Where the records hold the string "Lombardy", show the whole line it sits on.

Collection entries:

· · · · ·

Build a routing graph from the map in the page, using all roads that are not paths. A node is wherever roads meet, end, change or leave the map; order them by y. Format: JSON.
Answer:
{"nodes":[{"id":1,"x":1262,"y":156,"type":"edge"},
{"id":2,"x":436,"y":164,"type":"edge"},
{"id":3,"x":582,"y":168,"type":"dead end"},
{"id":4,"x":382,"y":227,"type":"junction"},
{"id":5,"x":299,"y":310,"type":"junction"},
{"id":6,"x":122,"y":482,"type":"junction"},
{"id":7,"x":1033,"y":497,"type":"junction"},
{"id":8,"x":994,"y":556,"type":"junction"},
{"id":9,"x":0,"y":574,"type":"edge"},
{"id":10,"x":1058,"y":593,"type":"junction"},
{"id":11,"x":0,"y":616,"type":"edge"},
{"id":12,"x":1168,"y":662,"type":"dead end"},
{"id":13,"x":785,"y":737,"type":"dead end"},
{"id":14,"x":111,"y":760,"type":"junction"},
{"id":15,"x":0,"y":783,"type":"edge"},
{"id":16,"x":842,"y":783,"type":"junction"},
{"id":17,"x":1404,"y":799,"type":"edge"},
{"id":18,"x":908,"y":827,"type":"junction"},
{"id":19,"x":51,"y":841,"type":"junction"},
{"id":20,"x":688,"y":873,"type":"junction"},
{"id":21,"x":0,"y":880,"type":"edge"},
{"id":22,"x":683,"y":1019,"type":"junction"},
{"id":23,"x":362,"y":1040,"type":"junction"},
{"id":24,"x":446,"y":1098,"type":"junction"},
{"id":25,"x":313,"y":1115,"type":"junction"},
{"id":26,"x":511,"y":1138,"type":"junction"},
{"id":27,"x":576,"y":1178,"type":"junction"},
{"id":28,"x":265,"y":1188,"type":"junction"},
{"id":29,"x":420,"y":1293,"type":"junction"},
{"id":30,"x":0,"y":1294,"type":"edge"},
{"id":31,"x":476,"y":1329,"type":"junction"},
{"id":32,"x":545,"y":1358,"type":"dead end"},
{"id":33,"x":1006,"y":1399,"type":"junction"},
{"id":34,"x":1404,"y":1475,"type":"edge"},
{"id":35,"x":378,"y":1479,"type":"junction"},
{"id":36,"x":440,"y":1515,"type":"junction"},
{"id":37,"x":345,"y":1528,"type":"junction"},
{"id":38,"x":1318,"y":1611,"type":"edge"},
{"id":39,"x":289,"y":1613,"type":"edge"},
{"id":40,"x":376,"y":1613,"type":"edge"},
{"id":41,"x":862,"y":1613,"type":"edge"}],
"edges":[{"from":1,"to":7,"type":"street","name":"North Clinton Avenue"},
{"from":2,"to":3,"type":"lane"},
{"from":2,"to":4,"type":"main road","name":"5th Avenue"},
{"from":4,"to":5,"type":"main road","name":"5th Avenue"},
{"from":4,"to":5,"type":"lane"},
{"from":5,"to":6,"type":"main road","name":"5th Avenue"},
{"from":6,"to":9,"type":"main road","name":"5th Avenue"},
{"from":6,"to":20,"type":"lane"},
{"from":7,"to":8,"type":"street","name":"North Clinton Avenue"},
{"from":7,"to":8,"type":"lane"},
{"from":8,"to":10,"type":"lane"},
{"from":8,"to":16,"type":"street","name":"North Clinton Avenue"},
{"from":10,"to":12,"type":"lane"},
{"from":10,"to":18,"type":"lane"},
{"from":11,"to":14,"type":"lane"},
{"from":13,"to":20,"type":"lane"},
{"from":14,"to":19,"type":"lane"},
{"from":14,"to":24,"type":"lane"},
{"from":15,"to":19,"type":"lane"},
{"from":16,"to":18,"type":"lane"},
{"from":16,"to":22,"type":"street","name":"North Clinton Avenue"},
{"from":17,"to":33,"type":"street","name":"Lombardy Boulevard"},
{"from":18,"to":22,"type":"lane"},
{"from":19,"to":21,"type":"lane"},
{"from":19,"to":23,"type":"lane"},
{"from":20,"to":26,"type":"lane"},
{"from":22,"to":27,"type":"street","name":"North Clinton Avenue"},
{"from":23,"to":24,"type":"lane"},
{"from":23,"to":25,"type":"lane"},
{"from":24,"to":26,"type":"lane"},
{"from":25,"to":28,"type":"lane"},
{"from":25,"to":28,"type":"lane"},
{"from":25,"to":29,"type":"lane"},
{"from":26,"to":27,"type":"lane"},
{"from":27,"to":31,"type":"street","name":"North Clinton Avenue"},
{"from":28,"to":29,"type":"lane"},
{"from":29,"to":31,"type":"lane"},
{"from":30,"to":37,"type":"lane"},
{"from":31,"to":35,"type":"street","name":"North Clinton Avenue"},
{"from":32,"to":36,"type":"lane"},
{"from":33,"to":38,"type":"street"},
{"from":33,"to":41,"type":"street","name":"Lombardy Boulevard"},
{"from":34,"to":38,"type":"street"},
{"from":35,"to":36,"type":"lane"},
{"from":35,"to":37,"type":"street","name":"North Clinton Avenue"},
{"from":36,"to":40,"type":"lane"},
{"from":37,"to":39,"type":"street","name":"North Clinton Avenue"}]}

· · · · ·

**Output of the task:**
{"from":17,"to":33,"type":"street","name":"Lombardy Boulevard"},
{"from":33,"to":41,"type":"street","name":"Lombardy Boulevard"},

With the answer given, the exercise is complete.